• TASK ITEM: Could you repeat, exactly and with no pictures, only the lines from the start of the records through the line containing "Please list the"?

• DATA UNDER STUDY:
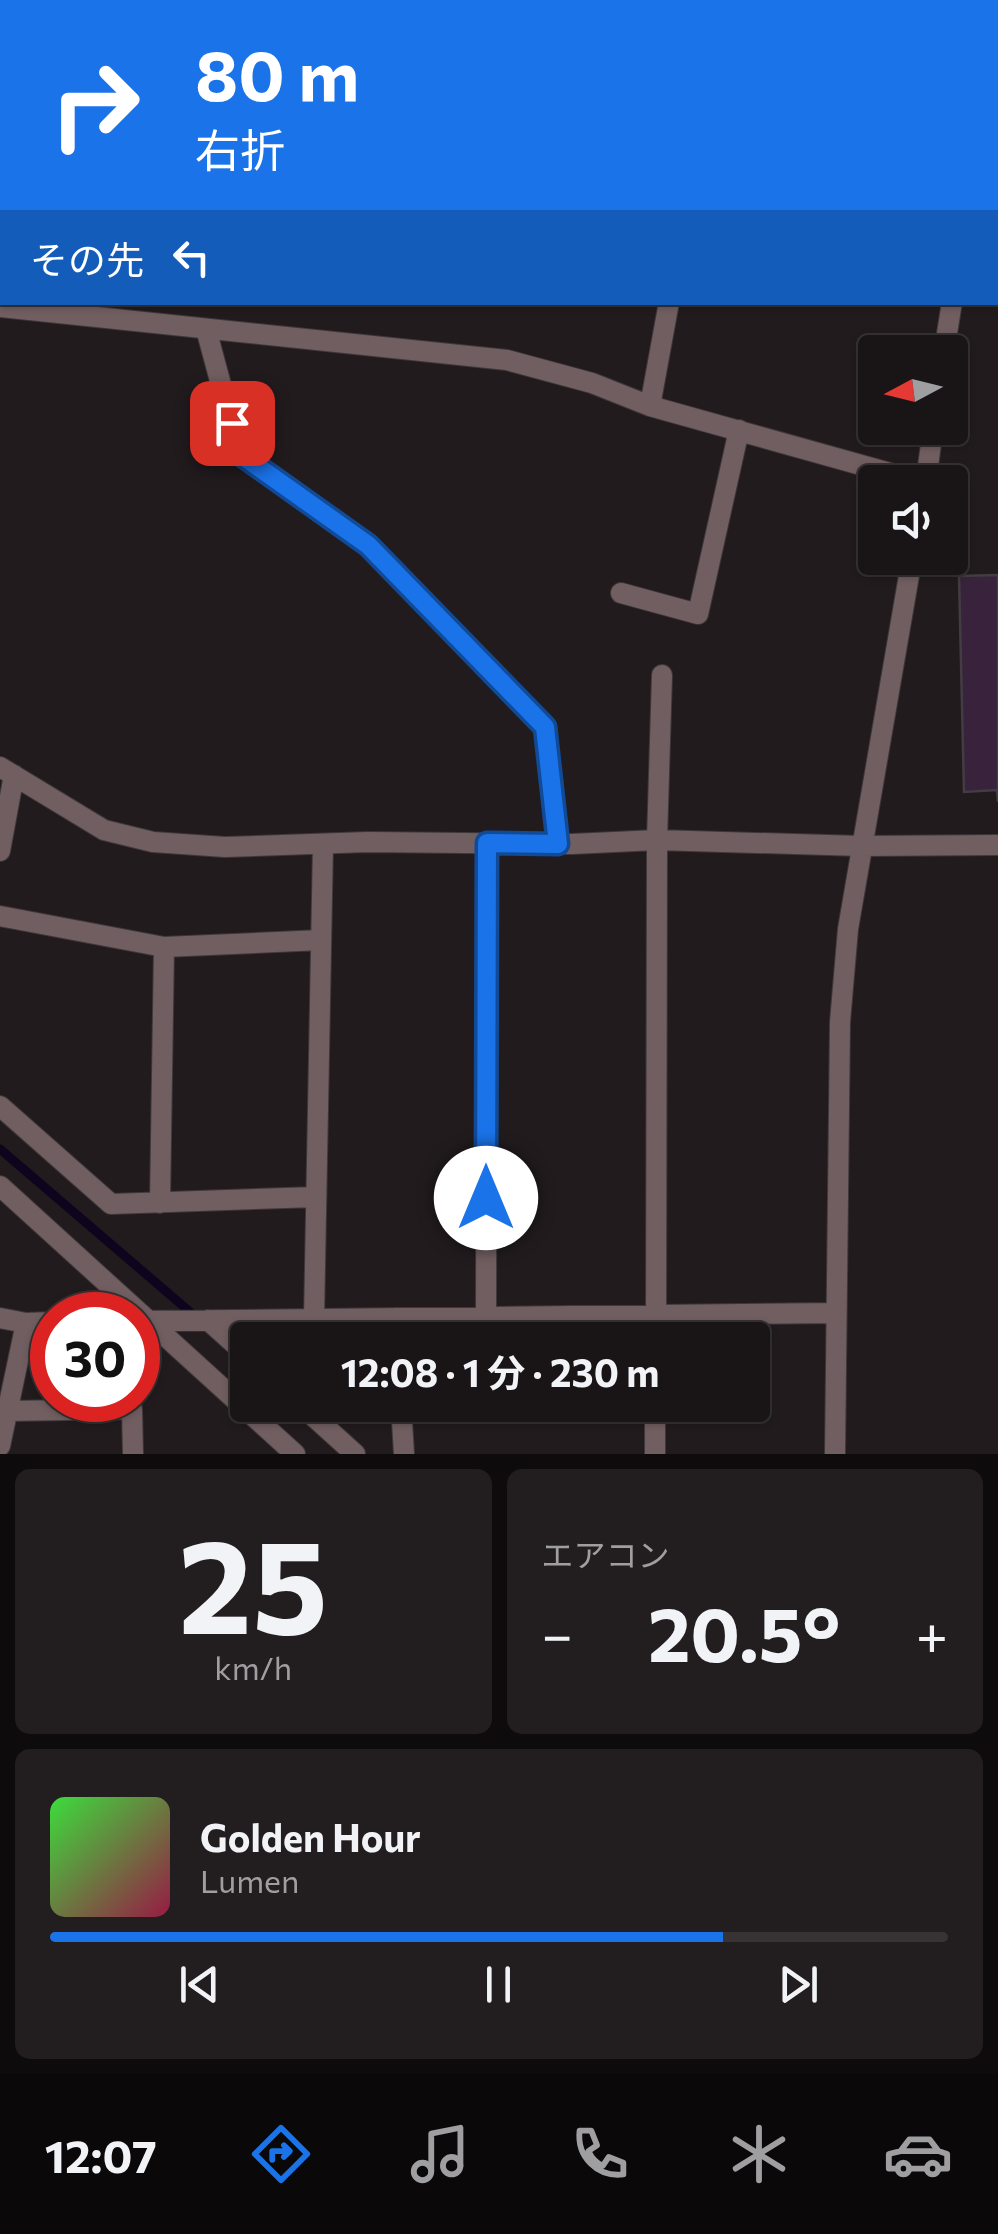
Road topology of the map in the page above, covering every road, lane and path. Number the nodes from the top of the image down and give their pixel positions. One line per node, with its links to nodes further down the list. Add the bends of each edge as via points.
1 (667, 305): 6 (street)
2 (952, 305): 5 (street)
3 (1, 307): 4 (street)
4 (206, 330): 6 (street, via 507,360); 16 (street, via 240,454 368,545 545,727)
5 (947, 335)
6 (650, 406): 7 (street)
7 (739, 430): 8 (street); 10 (street, via 698,614)
8 (864, 465)
9 (909, 575): 18 (street)
10 (621, 593)
11 (662, 675): 13 (street)
12 (7, 771): 15 (street, via 104,830 153,842); 19 (street)
13 (657, 840): 16 (street); 18 (street); 29 (street)
14 (487, 843): 15 (street); 16 (street); 30 (street)
15 (323, 844): 21 (street)
16 (558, 844)
17 (998, 845): 18 (street)
18 (861, 846): 28 (street, via 840,1022)
19 (0, 850)
20 (0, 916): 22 (street)
21 (321, 940): 22 (street); 25 (street)
22 (164, 947): 26 (street)
23 (0, 1106): 26 (street, via 111,1204)
24 (0, 1186): 27 (street)
25 (316, 1197): 26 (street); 33 (street)
26 (160, 1202)
27 (111, 1292)
28 (836, 1312): 29 (street); 52 (street)
29 (656, 1315): 30 (street); 37 (street)
30 (486, 1317): 32 (street)
31 (0, 1318): 38 (street)
32 (398, 1318): 33 (street); 36 (street)
33 (314, 1319): 34 (street)
34 (208, 1320): 35 (street); 41 (street)
35 (160, 1321)
36 (398, 1322)
37 (656, 1322)
38 (26, 1323): 39 (street); 42 (street)
39 (30, 1323)
40 (160, 1337): 48 (street)
41 (230, 1340)
42 (7, 1411): 46 (street); 47 (street, via 132,1409)
43 (320, 1422): 49 (street)
44 (403, 1422): 50 (street)
45 (655, 1422): 51 (street)
46 (0, 1446)
47 (132, 1454)
48 (295, 1454)
49 (356, 1454)
50 (404, 1454)
51 (655, 1454)
52 (835, 1454)

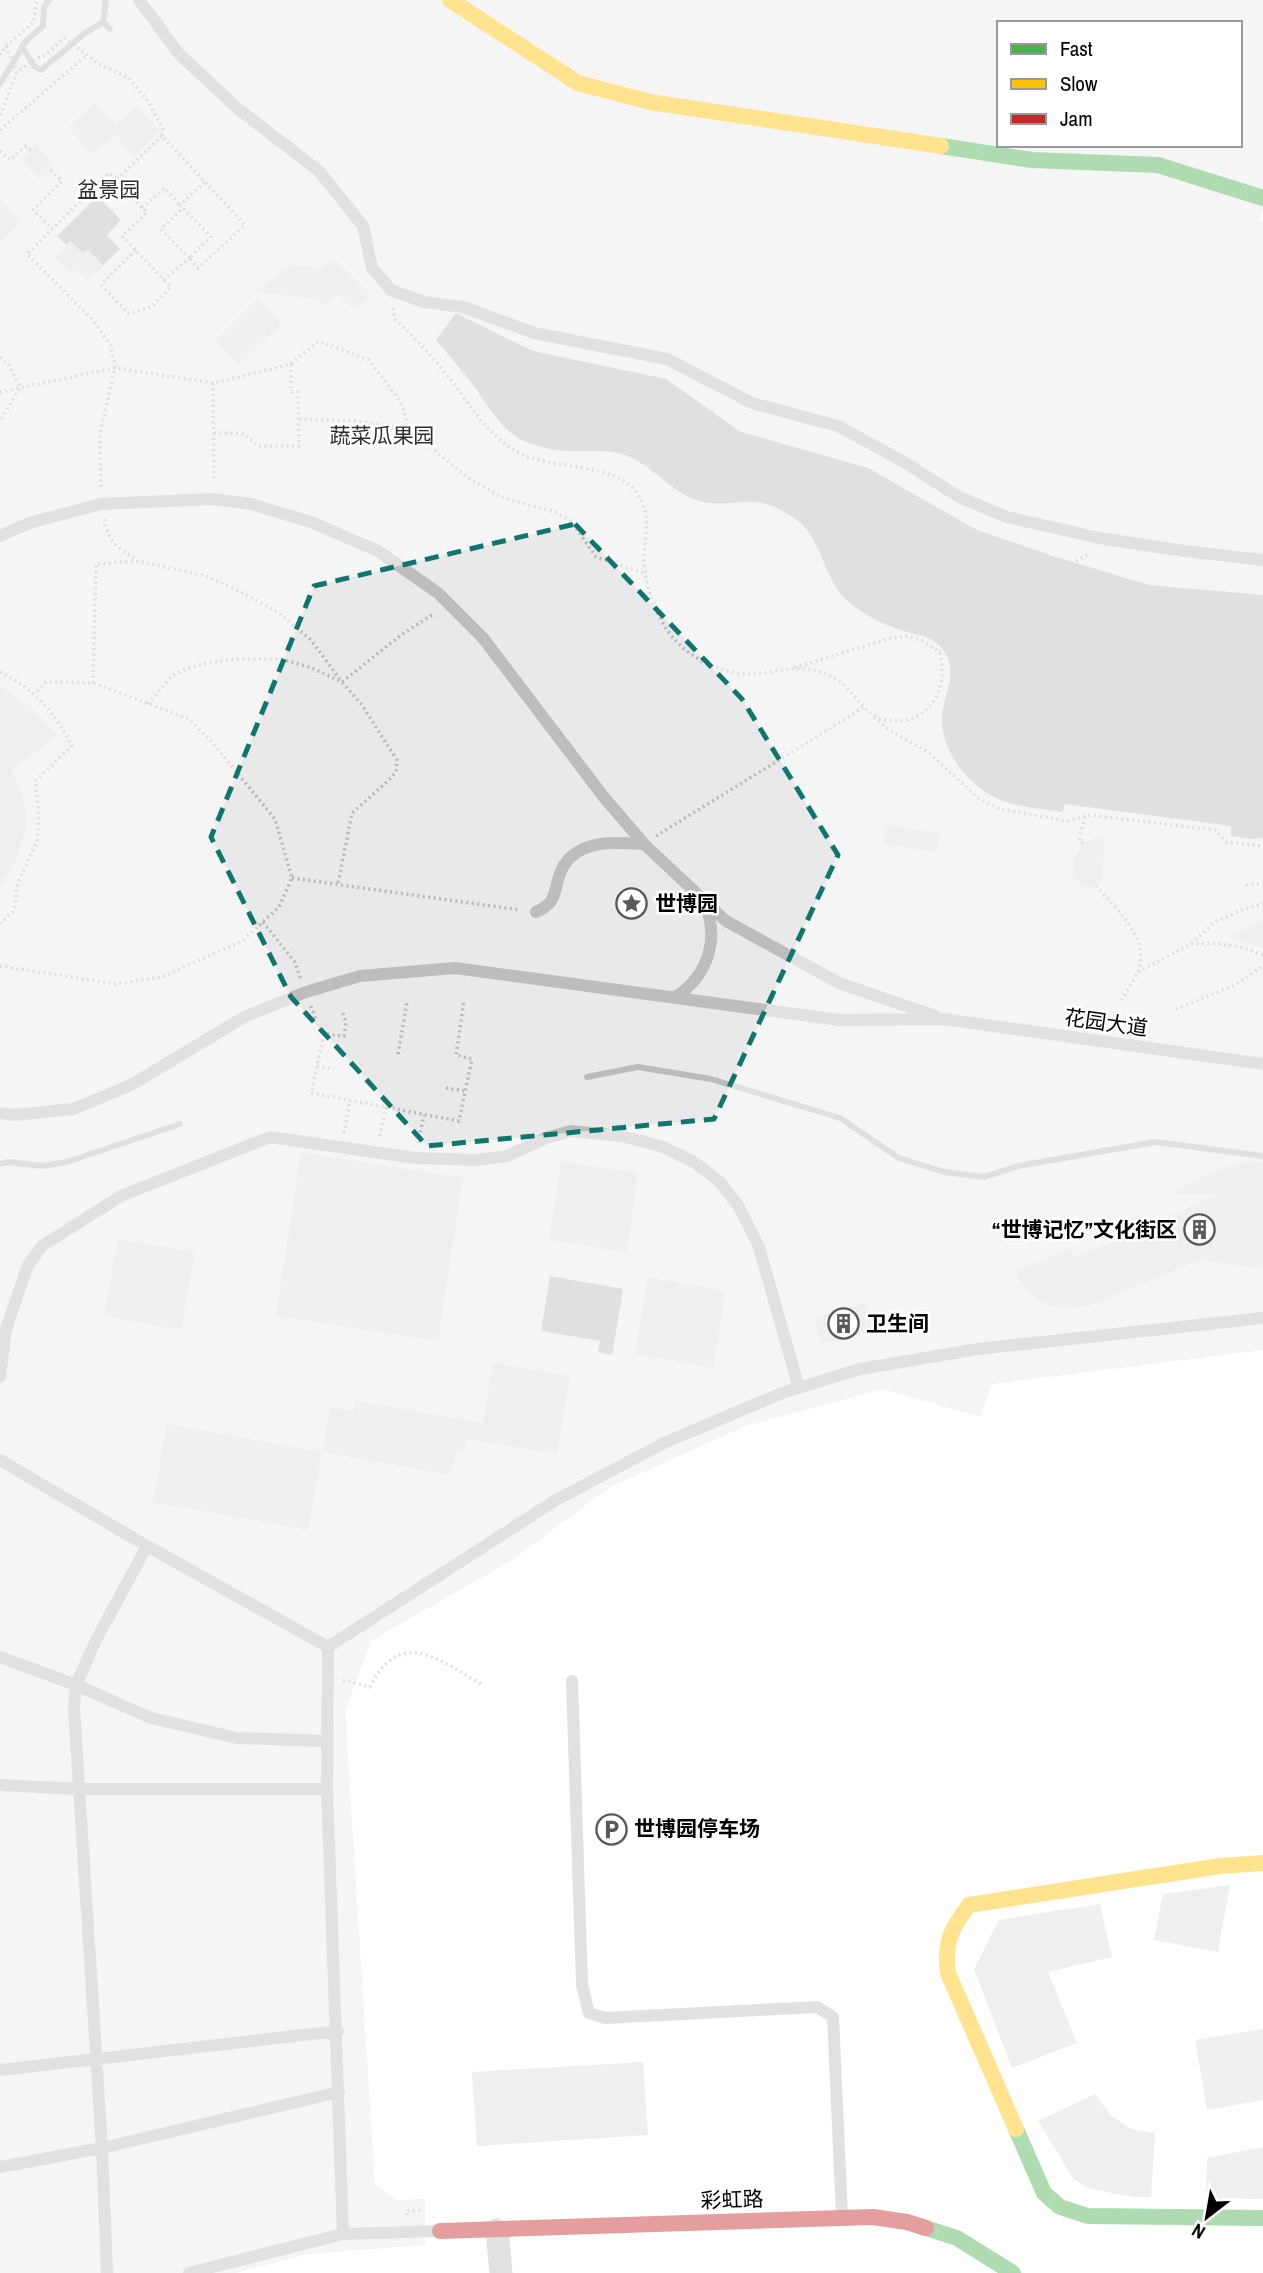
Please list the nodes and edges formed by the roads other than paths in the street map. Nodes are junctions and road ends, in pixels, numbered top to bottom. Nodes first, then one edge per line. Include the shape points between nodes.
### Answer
1 (139, 0) edge
2 (450, 0) edge
3 (1263, 198) edge
4 (0, 536) edge
5 (1263, 561) edge
6 (644, 844) junction
7 (702, 898) junction
8 (536, 912) road end
9 (676, 997) junction
10 (944, 1019) junction
11 (1263, 1064) edge
12 (0, 1113) edge
13 (1263, 1318) edge
14 (0, 1377) edge
15 (799, 1388) junction
16 (0, 1460) edge
17 (147, 1546) junction
18 (328, 1647) junction
19 (0, 1657) edge
20 (572, 1681) dead end
21 (76, 1685) junction
22 (326, 1741) junction
23 (0, 1785) edge
24 (79, 1789) junction
25 (327, 1789) junction
26 (1263, 1863) edge
27 (338, 2031) junction
28 (95, 2059) junction
29 (0, 2070) edge
30 (339, 2092) junction
31 (102, 2148) junction
32 (0, 2167) edge
33 (842, 2217) junction
34 (1263, 2218) edge
35 (497, 2230) junction
36 (440, 2231) joint
37 (343, 2234) junction
38 (107, 2273) edge
39 (189, 2273) edge
40 (501, 2273) edge
41 (1013, 2273) edge

1 - 5 lane via 179,54 237,108 319,171 363,226 372,268 391,290 424,302 463,307 534,333 667,359 752,403 838,426 959,497 1007,517 1099,538
2 - 3 street via 578,83 649,102 1032,160 1158,165
4 - 6 lane via 29,523 101,504 214,499 251,504 311,522 378,551 438,593 483,638
6 - 7 lane
6 - 8 lane via 610,842 585,848 562,868 556,893 548,906
7 - 9 lane via 711,922 708,959 695,981
7 - 10 lane via 726,921 839,984
9 - 10 lane via 839,1020
9 - 12 lane via 455,968 360,976 244,1017 131,1085 73,1110
10 - 11 lane, 花园大道
13 - 15 lane via 978,1349 860,1370
14 - 15 lane via 6,1329 28,1265 42,1246 121,1196 270,1137 415,1158 475,1160 507,1156 571,1131 661,1146 694,1162 720,1182 760,1247
15 - 18 lane via 664,1443 556,1500
16 - 17 lane
17 - 18 lane
17 - 21 lane
18 - 22 lane
19 - 21 lane
20 - 33 lane via 582,1983 589,2012 605,2018 817,2007 833,2017
21 - 22 lane via 151,1718 237,1738
21 - 24 lane
22 - 25 lane
23 - 24 lane
24 - 25 lane
24 - 28 lane
25 - 27 lane
26 - 34 street via 969,1905 953,1926 945,1951 948,1973 1044,2193 1060,2207 1088,2216
27 - 28 lane
27 - 30 lane
28 - 29 lane
28 - 31 lane
30 - 31 lane
30 - 37 lane
31 - 32 lane
31 - 38 lane
33 - 35 street, 彩虹路
33 - 41 street, 彩虹路 via 907,2222 957,2238
35 - 36 street, 彩虹路
35 - 40 street
36 - 37 lane
37 - 39 lane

• EXERCISE OUTPUT:
Road topology of the map in the page above, covering every road, lane and path. Number the nodes from the top of the image down and give their pixel positions. One line per node, with its links to nodes further down the list. Add the bends of each edge as via points.
1 (667, 305): 6 (street)
2 (952, 305): 5 (street)
3 (1, 307): 4 (street)
4 (206, 330): 6 (street, via 507,360); 16 (street, via 240,454 368,545 545,727)
5 (947, 335)
6 (650, 406): 7 (street)
7 (739, 430): 8 (street); 10 (street, via 698,614)
8 (864, 465)
9 (909, 575): 18 (street)
10 (621, 593)
11 (662, 675): 13 (street)
12 (7, 771): 15 (street, via 104,830 153,842); 19 (street)
13 (657, 840): 16 (street); 18 (street); 29 (street)
14 (487, 843): 15 (street); 16 (street); 30 (street)
15 (323, 844): 21 (street)
16 (558, 844)
17 (998, 845): 18 (street)
18 (861, 846): 28 (street, via 840,1022)
19 (0, 850)
20 (0, 916): 22 (street)
21 (321, 940): 22 (street); 25 (street)
22 (164, 947): 26 (street)
23 (0, 1106): 26 (street, via 111,1204)
24 (0, 1186): 27 (street)
25 (316, 1197): 26 (street); 33 (street)
26 (160, 1202)
27 (111, 1292)
28 (836, 1312): 29 (street); 52 (street)
29 (656, 1315): 30 (street); 37 (street)
30 (486, 1317): 32 (street)
31 (0, 1318): 38 (street)
32 (398, 1318): 33 (street); 36 (street)
33 (314, 1319): 34 (street)
34 (208, 1320): 35 (street); 41 (street)
35 (160, 1321)
36 (398, 1322)
37 (656, 1322)
38 (26, 1323): 39 (street); 42 (street)
39 (30, 1323)
40 (160, 1337): 48 (street)
41 (230, 1340)
42 (7, 1411): 46 (street); 47 (street, via 132,1409)
43 (320, 1422): 49 (street)
44 (403, 1422): 50 (street)
45 (655, 1422): 51 (street)
46 (0, 1446)
47 (132, 1454)
48 (295, 1454)
49 (356, 1454)
50 (404, 1454)
51 (655, 1454)
52 (835, 1454)

Please list the nodes and edges formed by the roads other than paths in the street map. Nodes are junctions and road ends, in pixels, numbered top to bottom. Nodes first, then one edge per line. Include the shape points between nodes.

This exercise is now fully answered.